Ministerium lehnt Zulassung von G9-Volksbegehren ab
Einem Volksbegehren für eine breitere Rückkehr zum neunjährigen Gymnasium hat das Innenministerium eine Absage erteilt. Die scharfe Kritik folgte auf dem Fuß – und bleibt nicht unbeantwortet.

Stuttgart. (dpa) Nach der Absage des Innenministeriums an ein Volksbegehren für eine breit angelegte Rückkehr zum neunjährigen Gymnasium hat Minister Thomas Strobl Kritik zurückgewiesen. "Diese Entscheidung ist eine Entscheidung, die auf Rechtsgründen beruht und auf sonst gar nichts. Der Maßstab ist die Landesverfassung, und die gilt und ist zu beachten", sagte der CDU-Politiker in Stuttgart.
Das Innenministerium hatte die Zulassung des Volksbegehrens am Montag abgelehnt. Die Durchführung eines solchen Begehrens ist demnach nicht verfassungskonform. Das liege unteren anderem an den erheblichen Kosten, die der Gesetzentwurf im Fall einer Zustimmung bei einer Volksabstimmung verursachen würde.
Zudem hätten in der Gesetzesbegründung die Kosten konkret als Geldbetrag genannt werden müssen. Die Antragsteller können gegen die Entscheidung des Ministeriums innerhalb von zwei Wochen vor den Verfassungsgerichtshof Baden-Württemberg ziehen.

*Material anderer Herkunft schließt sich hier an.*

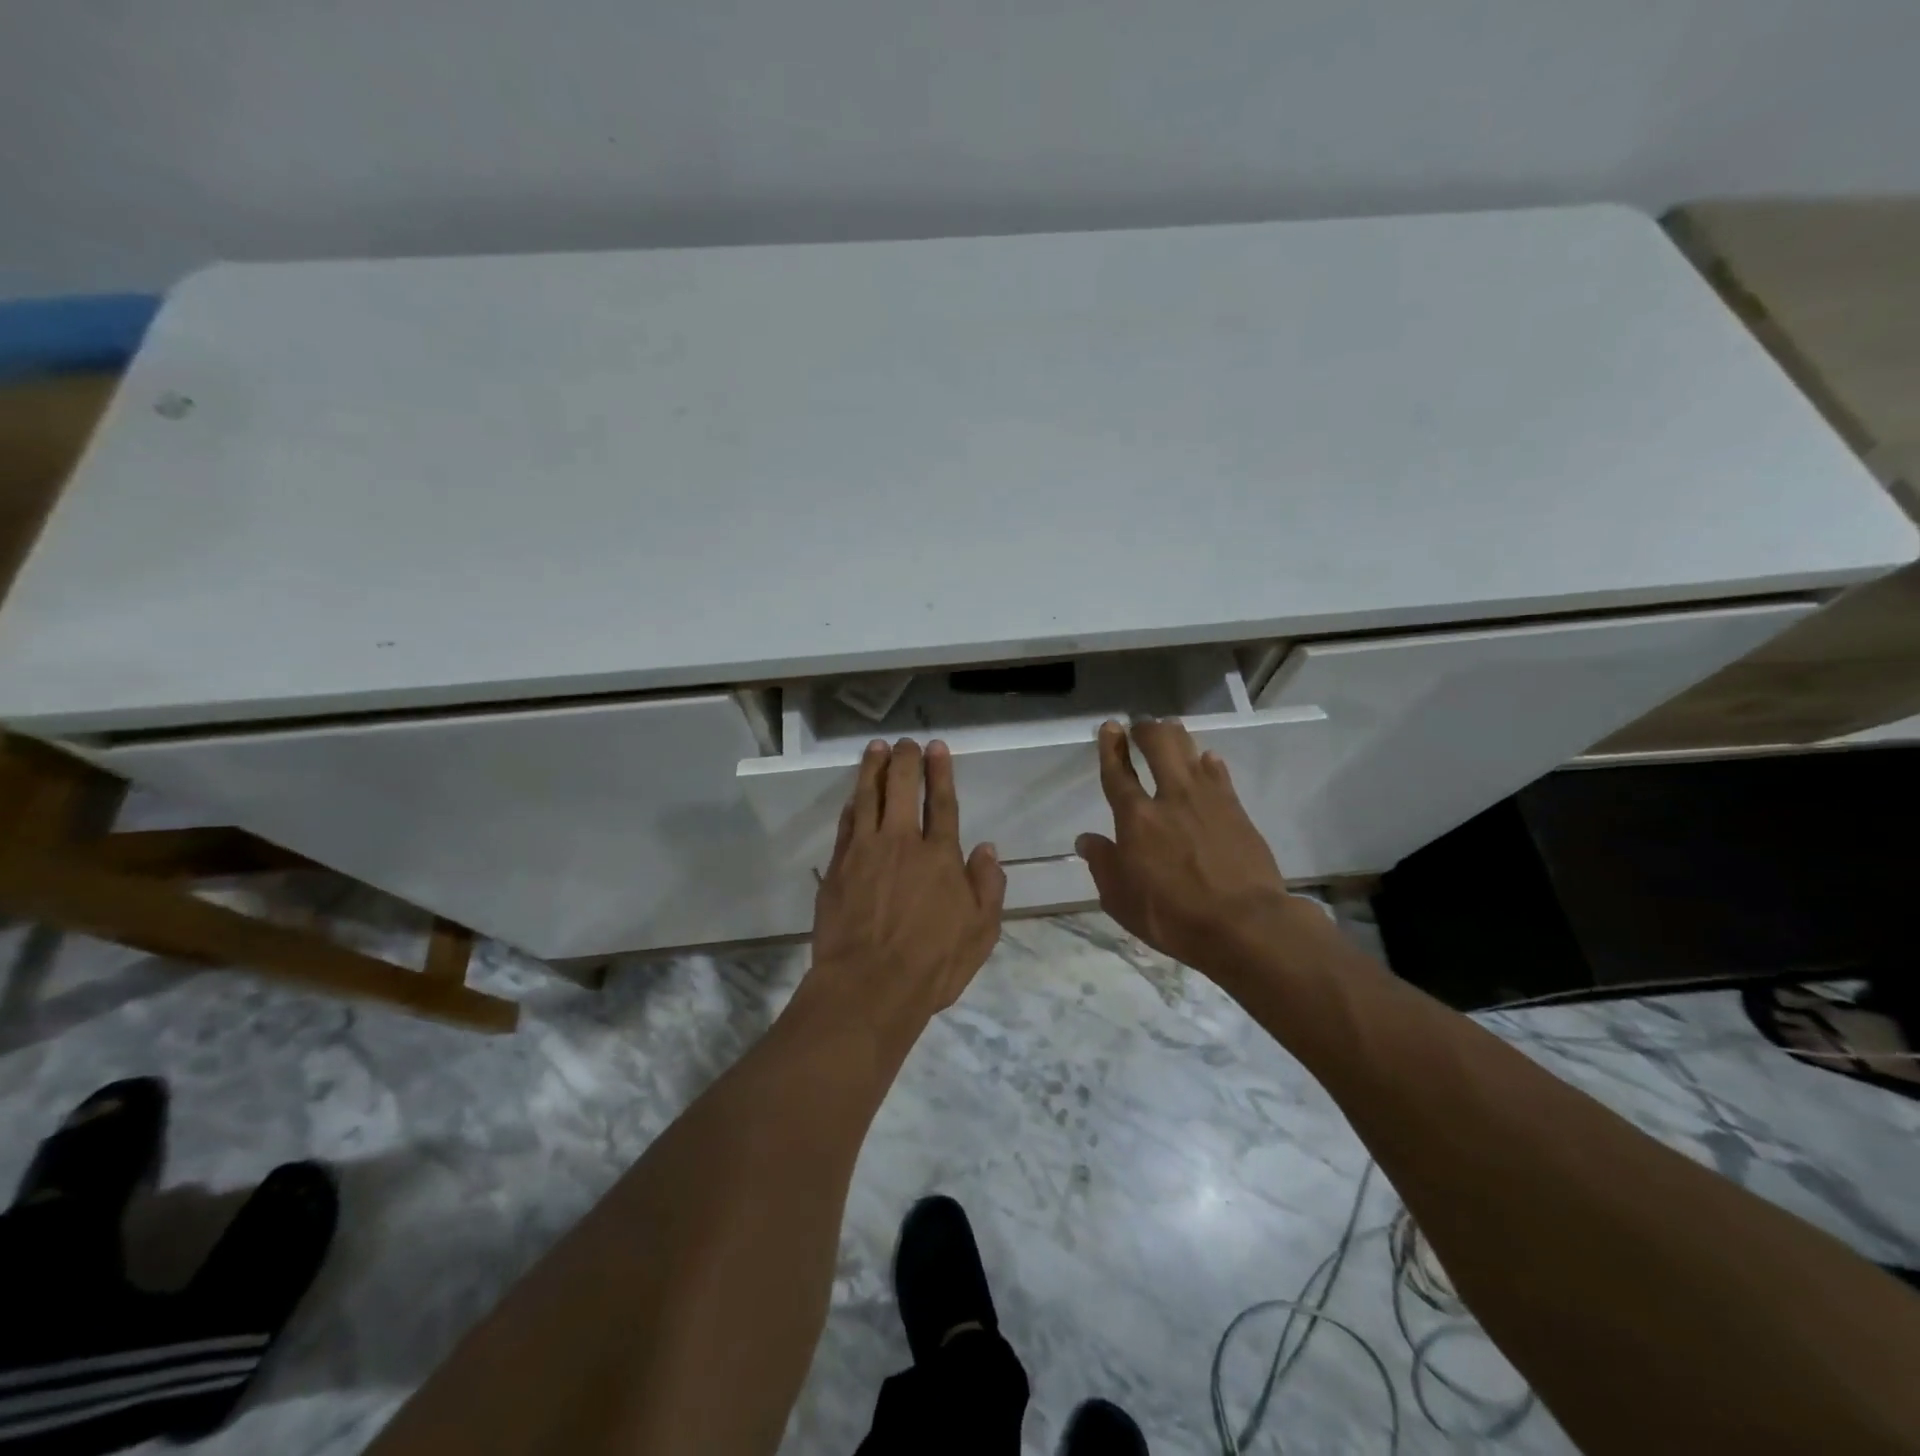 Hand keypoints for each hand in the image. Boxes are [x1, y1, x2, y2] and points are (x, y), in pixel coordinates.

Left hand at [805, 739, 1006, 1040]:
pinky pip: (845, 825)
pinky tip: (853, 796)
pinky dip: (851, 805)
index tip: (936, 747)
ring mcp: (864, 852)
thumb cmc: (932, 964)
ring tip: (876, 749)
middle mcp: (901, 843)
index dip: (940, 772)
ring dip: (873, 770)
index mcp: (939, 856)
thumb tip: (987, 849)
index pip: (942, 803)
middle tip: (906, 742)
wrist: (868, 986)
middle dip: (905, 760)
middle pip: (902, 789)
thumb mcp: (981, 932)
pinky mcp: (837, 868)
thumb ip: (987, 886)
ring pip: (868, 798)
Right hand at [1075, 720, 1319, 988]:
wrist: (1245, 924)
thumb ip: (1103, 865)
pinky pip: (1219, 774)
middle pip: (1159, 747)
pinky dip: (1209, 763)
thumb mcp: (1121, 900)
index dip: (1111, 748)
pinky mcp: (1237, 810)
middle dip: (1146, 730)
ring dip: (1177, 737)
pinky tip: (1207, 760)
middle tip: (1140, 725)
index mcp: (1136, 819)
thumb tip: (1087, 840)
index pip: (1118, 773)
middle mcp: (1171, 798)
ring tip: (1170, 729)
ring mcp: (1208, 800)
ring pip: (1190, 752)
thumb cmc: (1173, 917)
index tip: (1110, 727)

An der Entscheidung des Ministeriums übten die Initiatoren scharfe Kritik. Man sei erstaunt über die inhaltliche Prüfung durch das Innenministerium. Die Ablehnung sei nicht nachvollziehbar, weil das Ministerium nur über formelle Gründe und die Einhaltung der Frist zu entscheiden habe. "Damit überschreitet das Innenministerium deutlich seine Kompetenzen", kritisierten die Initiatoren. Zudem habe das Innenministerium bei den Kosten das jeweils ungünstigste Szenario berechnet, so die Kritik.
Auch die Opposition kritisierte die Ablehnung des Volksbegehrens. Innenminister Strobl missachte damit den klaren Willen der Menschen, sagte der bildungspolitische Sprecher der FDP-Fraktion im Landtag, Timm Kern.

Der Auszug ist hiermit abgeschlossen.